To browse Ashworth’s collection is to pick at scabs from a simpler time. Leerhsen’s book — which chronicles Dan Patch’s career that started in the barns of Savage, to the tracks in and around St. Paul, and his controversial owner, M.W. Savage — is further testament to that simplicity, as illustrated by this quixotic editorial from the Chicago Tribune, published the day after Dan Patch set the world record for a mile:

“DAN PATCH, CHAMPION”

“Dan Patch is only 7 years old, but he has thousands of friends who will be rejoiced to hear that by pacing a mile in 1:59 he has established a world record.

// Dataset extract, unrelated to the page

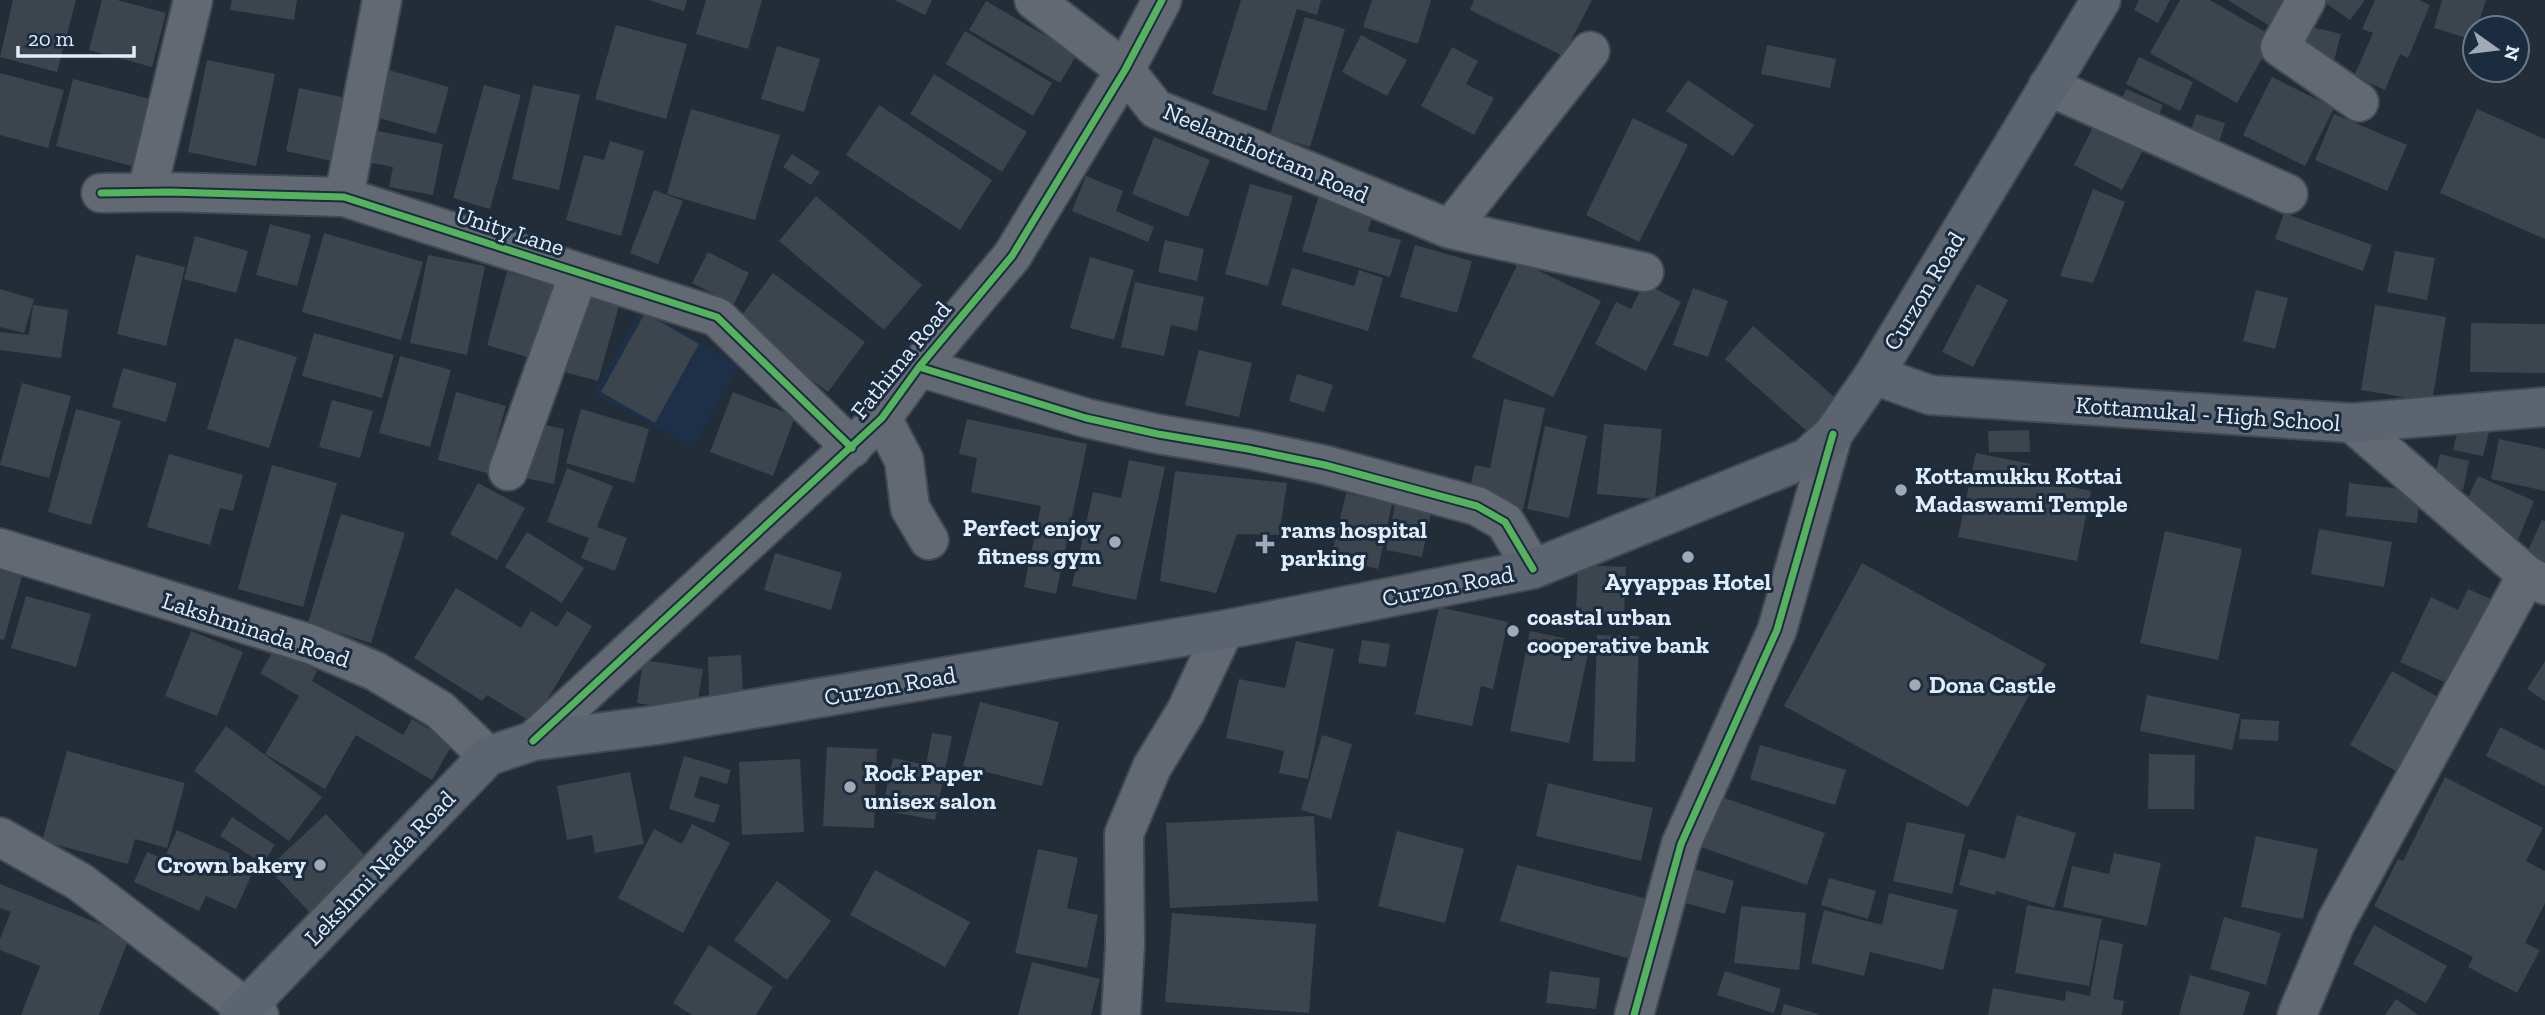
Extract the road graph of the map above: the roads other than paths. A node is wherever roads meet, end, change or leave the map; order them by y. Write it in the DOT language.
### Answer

“It is no wonder that Dan Patch has friends. He is not only a great horse. He is an amiable and sociable horse. He likes people. He likes to turn his head and look at people when he is on the track. He likes to listen to the band. He likes things in general. He has a good time. He is a good mixer. That’s why he has friends as well as admirers. That’s why, when the news goes out that Dan Patch has paced another wonderful mile, one will find that all of Dan Patch’s human acquaintances are visibly, and sometimes hilariously, gratified. Dan Patch is a good fellow.

“Also, Dan Patch has never lost a race. This makes him unique among pacing champions. Other champions have sometimes lost. Dan Patch has never lost. He has been on the track four years and has never seen another horse go in ahead of him.

“He was first driven when he was a four-year-old. How gentle a disposition he has shown is by the fact that, although he is large and powerful, he was broke to driving by a man 74 years of age. In that first year of his track life he went a mile in 2:16 ¼. During the next year he brought his record down to 2:04 ½. In the following winter he was sold for $20,000.

“At the opening of the 1902 season, therefore, he was a six-year-old possessing a 2:04 ½ record and a $20,000 label. He was destined to treble his value during the season. The way he did it was by going a public mile in 1:59 ¼. He was then bought by Mr. M.W. Savage of Minneapolis for $60,000. It is an indignity to Dan Patch to buy and sell him. There are many human beings who, if they were bought and sold, would appeal less to one’s sentimental feelings. Dan Patch is only an equine being, but he is too noble a being at that to be made a commodity. However, if men will insist on making him a commodity, it is only fair to say that they ceased some time ago to do it any price under $60,000.

“In the future they will not be able to do it except at a price for about $60,000. That quarter of a second which Dan Patched knocked off his record day before yesterday had a distinct money meaning. It made him a more valuable commodity than he was before.

“But let us forget that he is a commodity. Let us remember only that he is the most magnificent and the most magnanimous horse that ever put on a harness. May he live long and prosper.”